Although the above embodiment shows the case where the influence of the DLO signal and the CI signal is removed, the same effect can be expected even with two signals in the same situation.

[0022]

[Effects of the Invention] As described above, according to the present invention, parts that were conventionally processed by analog circuits such as resistors and capacitors are now configured with digital circuits such as logic elements and flip-flops, and when setting the time constant, Since the value written to the register is changed, erroneous detection of two input signals with different waveforms is eliminated, and the time constant can be set individually or separately for on and off using software.
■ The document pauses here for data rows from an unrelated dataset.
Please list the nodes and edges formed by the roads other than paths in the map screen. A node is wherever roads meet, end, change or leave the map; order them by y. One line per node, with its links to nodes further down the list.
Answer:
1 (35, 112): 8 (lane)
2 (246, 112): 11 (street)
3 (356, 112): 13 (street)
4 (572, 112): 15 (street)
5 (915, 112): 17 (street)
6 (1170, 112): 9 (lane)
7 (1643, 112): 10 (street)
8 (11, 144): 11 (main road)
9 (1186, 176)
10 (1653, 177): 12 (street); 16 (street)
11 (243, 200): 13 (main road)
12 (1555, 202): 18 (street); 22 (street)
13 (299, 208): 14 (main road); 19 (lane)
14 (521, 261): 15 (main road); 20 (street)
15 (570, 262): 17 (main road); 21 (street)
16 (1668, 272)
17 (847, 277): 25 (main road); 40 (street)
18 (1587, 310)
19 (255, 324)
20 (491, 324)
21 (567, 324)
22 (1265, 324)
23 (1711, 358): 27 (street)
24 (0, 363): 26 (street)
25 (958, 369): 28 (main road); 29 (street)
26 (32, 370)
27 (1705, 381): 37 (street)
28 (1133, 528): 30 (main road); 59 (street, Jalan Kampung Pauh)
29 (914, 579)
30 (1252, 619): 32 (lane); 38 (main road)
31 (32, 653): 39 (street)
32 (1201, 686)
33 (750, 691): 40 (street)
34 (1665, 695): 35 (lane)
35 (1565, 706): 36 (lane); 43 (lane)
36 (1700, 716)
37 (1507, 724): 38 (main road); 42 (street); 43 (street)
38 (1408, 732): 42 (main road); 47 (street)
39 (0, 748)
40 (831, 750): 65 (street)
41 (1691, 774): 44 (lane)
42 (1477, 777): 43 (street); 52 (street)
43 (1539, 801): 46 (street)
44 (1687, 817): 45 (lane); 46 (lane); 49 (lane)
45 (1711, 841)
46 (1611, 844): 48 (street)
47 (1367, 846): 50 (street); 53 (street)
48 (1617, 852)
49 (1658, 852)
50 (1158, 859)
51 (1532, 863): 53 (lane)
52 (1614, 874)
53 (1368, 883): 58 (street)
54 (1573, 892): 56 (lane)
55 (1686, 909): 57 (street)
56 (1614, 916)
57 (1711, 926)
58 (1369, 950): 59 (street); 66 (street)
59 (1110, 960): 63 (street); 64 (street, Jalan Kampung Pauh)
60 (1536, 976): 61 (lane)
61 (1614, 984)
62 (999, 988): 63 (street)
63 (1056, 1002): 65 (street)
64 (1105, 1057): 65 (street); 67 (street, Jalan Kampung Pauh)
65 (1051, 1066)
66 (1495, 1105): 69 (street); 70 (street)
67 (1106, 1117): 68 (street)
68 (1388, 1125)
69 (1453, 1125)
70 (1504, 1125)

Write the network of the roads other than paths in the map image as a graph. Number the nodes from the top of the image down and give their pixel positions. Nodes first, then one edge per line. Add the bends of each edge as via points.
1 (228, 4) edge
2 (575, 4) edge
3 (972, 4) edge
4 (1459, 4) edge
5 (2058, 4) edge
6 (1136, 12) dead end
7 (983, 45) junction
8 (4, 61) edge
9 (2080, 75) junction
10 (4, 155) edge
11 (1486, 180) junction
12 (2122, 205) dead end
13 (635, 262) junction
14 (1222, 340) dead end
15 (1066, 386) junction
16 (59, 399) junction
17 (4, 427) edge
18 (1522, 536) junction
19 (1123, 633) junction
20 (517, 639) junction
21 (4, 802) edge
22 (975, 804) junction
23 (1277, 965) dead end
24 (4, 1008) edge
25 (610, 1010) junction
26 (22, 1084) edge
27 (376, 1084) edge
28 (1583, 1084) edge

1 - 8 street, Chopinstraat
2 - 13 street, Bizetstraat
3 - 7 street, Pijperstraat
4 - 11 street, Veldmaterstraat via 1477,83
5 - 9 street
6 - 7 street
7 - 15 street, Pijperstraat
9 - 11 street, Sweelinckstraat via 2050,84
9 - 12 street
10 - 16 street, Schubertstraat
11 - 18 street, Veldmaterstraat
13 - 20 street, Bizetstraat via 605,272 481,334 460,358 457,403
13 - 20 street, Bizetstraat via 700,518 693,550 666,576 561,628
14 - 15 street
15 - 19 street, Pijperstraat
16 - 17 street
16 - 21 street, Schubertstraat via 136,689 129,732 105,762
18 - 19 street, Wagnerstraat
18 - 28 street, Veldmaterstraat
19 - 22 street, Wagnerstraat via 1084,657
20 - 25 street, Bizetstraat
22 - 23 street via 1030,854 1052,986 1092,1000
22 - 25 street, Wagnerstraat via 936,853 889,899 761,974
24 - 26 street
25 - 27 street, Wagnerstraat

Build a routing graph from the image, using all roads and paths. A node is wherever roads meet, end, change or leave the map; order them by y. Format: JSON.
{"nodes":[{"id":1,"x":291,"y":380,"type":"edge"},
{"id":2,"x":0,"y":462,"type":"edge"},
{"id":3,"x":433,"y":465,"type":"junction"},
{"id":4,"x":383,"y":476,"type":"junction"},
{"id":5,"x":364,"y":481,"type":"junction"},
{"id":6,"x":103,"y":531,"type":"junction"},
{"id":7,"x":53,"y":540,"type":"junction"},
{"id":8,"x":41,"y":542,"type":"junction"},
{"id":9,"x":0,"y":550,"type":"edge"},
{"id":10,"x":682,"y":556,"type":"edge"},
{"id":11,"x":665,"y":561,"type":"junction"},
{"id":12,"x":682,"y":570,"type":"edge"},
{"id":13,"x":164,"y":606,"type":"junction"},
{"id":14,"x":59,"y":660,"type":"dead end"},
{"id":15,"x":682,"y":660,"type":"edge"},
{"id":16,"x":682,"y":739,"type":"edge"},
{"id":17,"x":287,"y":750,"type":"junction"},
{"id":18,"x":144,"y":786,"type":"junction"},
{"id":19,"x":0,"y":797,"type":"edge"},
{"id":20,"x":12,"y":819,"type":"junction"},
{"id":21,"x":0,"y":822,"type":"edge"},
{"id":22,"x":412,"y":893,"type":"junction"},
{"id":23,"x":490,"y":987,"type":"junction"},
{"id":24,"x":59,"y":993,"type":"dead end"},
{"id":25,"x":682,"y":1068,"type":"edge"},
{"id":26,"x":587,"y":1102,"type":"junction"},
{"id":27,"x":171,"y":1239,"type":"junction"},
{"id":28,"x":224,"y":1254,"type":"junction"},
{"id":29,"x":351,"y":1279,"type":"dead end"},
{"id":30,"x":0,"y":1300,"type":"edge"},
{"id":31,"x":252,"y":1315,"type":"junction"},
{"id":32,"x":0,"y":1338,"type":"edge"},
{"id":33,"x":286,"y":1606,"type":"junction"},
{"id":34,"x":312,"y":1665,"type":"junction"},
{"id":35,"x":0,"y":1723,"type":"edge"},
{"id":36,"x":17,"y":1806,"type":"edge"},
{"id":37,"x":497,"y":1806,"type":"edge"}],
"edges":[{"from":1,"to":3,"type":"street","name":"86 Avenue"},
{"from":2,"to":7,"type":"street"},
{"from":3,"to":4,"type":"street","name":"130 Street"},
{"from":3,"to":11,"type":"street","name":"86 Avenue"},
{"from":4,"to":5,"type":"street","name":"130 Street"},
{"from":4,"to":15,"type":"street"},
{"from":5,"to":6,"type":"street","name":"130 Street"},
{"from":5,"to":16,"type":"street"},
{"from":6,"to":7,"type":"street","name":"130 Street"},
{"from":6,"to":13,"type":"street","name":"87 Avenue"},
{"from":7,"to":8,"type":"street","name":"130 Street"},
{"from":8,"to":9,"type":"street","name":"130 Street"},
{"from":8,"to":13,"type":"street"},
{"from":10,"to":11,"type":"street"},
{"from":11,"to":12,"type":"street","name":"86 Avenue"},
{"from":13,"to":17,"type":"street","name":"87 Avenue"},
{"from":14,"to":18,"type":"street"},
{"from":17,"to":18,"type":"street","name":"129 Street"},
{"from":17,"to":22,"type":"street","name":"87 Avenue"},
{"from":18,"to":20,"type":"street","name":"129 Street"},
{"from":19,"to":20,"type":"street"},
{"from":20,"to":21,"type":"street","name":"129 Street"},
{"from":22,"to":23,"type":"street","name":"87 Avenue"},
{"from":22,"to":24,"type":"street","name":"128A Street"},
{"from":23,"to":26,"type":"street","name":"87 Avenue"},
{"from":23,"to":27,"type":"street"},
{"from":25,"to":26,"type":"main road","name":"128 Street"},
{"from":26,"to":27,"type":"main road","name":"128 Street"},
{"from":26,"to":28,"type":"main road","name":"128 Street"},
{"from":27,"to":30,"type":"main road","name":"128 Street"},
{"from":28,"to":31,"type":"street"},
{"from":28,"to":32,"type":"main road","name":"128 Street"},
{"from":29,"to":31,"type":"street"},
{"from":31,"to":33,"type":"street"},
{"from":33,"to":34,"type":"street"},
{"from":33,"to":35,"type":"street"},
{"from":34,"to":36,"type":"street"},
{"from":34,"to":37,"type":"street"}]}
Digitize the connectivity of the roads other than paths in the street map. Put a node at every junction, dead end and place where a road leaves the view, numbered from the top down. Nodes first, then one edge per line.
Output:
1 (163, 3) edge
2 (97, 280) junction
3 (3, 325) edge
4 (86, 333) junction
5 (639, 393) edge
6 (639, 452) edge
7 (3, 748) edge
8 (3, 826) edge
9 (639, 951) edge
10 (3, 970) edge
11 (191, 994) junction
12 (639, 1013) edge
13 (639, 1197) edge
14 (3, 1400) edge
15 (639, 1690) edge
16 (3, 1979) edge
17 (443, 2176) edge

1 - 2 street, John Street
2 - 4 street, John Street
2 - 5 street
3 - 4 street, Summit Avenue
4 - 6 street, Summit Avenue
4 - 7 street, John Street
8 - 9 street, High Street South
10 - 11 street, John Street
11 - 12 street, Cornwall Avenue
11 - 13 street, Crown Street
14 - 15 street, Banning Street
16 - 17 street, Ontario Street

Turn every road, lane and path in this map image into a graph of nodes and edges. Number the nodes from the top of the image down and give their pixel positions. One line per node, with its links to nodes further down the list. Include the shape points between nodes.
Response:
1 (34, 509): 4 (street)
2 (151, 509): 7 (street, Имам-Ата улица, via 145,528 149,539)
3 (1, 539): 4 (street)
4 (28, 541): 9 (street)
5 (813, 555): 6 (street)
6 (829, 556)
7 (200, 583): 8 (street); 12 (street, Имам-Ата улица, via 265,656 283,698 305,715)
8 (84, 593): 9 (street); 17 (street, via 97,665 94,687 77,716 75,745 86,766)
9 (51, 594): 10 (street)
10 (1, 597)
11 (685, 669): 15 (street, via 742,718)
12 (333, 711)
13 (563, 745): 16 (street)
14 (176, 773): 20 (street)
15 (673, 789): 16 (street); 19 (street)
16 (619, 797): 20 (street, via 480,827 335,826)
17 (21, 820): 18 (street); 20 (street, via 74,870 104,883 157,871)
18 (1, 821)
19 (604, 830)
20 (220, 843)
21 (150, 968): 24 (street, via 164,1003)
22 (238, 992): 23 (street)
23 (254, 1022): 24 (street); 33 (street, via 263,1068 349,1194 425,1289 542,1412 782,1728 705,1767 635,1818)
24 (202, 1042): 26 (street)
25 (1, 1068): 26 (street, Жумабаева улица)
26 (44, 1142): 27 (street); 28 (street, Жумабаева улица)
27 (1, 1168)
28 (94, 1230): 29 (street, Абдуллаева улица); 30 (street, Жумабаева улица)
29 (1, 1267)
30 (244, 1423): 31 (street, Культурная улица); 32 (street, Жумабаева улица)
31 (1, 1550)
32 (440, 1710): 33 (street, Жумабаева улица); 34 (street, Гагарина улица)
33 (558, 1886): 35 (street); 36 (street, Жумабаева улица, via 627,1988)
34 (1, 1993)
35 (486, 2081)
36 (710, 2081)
Therefore, there is an effect that fine adjustment is easy and highly accurate detection can be performed.

[Brief explanation of the drawing]

FIG. 1 is a schematic block diagram showing an embodiment of a sequencer device according to the present invention.

FIG. 2 is a specific circuit configuration diagram of FIG. 1;

FIG. 3 is a diagram showing signal waveforms of various parts to explain the operation of the embodiment shown in FIGS. 1 and 2;

FIG. 4 is a schematic block diagram showing another embodiment of the invention.

FIG. 5 is a specific circuit configuration diagram of FIG. 4;

FIG. 6 is a diagram showing signal waveforms of various parts to explain the operation of the embodiment shown in FIGS. 4 and 5;

FIG. 7 is a circuit configuration diagram showing an example of conventional technology.

FIG. 8 is a diagram showing signal waveforms of various parts to explain the operation of the conventional example shown in FIG. 7;

FIG. 9 is a diagram showing signal waveforms of various parts to explain the operation of the conventional example shown in FIG. 7;

[Explanation of symbols]

1 CI input signal 2 DLO input signal 3 CI output signal 4 DLO output signal 6 NAND circuit 7 Sequencer circuit 8 Counter circuit 9 Time constant register 11 On time constant setting register 12 Off time constant setting register 13 Selector

Claims (2)

[Claims] 1. A sequencer circuit comprising an AND circuit, an OR circuit, a flip-flop, etc., which controls two input signals with different waveforms and determines their output, and a time constant setting which sets the time constant according to the input signal. It comprises a register, and a counter circuit that is controlled by start and stop signals sent from the sequencer circuit and counts a predetermined period according to the value of a time constant written in the register, and the count output of this counter circuit is controlled by the start and stop signals sent from the sequencer circuit. A sequencer device that prevents erroneous detection of the two input signals by sending the signals to a sequencer circuit and based on the output thereof. 2. A sequence circuit comprising an AND circuit, an OR circuit, a flip-flop, etc., which controls two input signals with different waveforms and determines their output, and a sequence circuit whose on time constant and off time constant are determined according to the input signal. an on-time constant setting register and an off-time constant setting register that respectively set the on-time constant setting register and off-time constant setting register, a selector that switches the on-time constant setting register and the off-time constant setting register, and a start and stop signal sent from the sequencer circuit, and and a counter circuit that counts a predetermined period according to the time constant values written in the on-time constant setting register and the off-time constant setting register, respectively, and sends the count output of this counter circuit to the sequencer circuit and outputs it. A sequencer device characterized in that erroneous detection of the two input signals is prevented based on the following.